Aim of the exercise ▸ All entries must be repeated exactly; do not include the pictures.

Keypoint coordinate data
_____
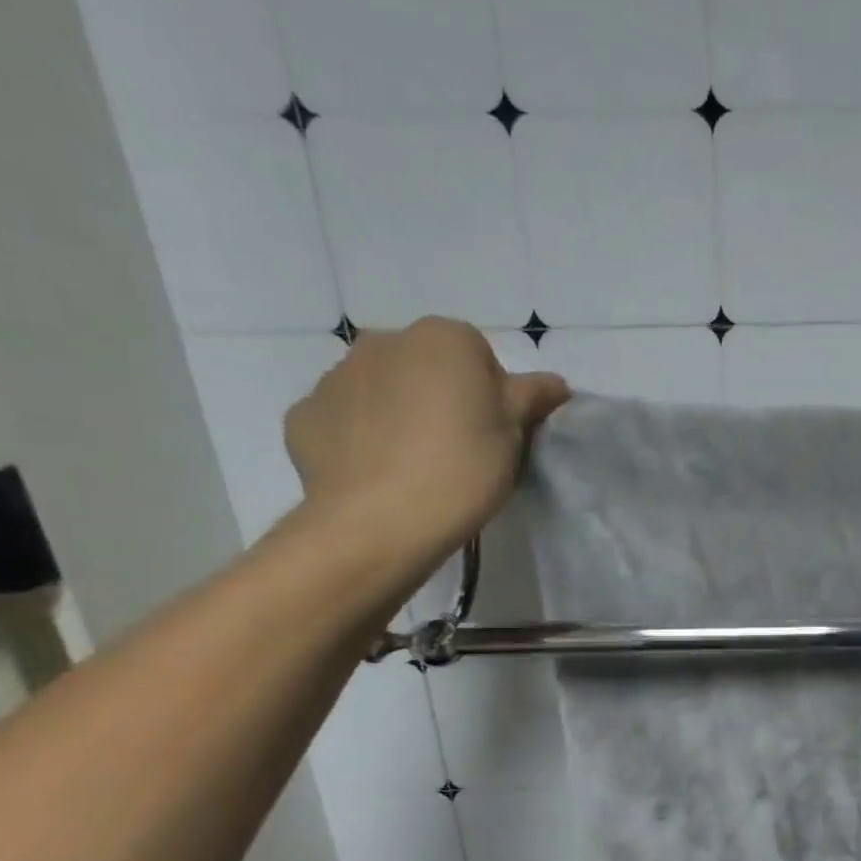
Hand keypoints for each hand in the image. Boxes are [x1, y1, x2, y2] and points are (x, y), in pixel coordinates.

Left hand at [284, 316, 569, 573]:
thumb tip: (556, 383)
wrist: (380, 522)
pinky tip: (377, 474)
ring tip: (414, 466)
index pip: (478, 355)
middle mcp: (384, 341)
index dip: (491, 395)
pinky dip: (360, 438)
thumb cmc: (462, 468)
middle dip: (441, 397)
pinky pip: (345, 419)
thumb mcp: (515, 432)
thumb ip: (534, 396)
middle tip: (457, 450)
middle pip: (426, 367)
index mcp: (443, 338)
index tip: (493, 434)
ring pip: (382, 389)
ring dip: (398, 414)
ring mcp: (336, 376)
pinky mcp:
_____
Task response ▸
Hand keypoints for each hand in the image. Boxes are [x1, y1, x2, y2] and points are (x, y), in pixel coordinates.

Left hand at [284, 316, 569, 573]:
thumb tip: (556, 383)
wrist: (380, 522)
pinky tip: (377, 474)
ring tip: (414, 466)
index pip: (478, 355)
middle mcp: (384, 341)
index dip: (491, 395)
pinky dip: (360, 438)
thumb cmc: (462, 468)
middle dip: (441, 397)
pinky pip: (345, 419)
thumb mcp: (515, 432)
thumb ip: (534, 396)
middle tip: (457, 450)
middle pip: (426, 367)
index mcp: (443, 338)
index tip: (493, 434)
ring pip: (382, 389)
ring dip: (398, 414)
ring mcp: (336, 376)
pinky mcp:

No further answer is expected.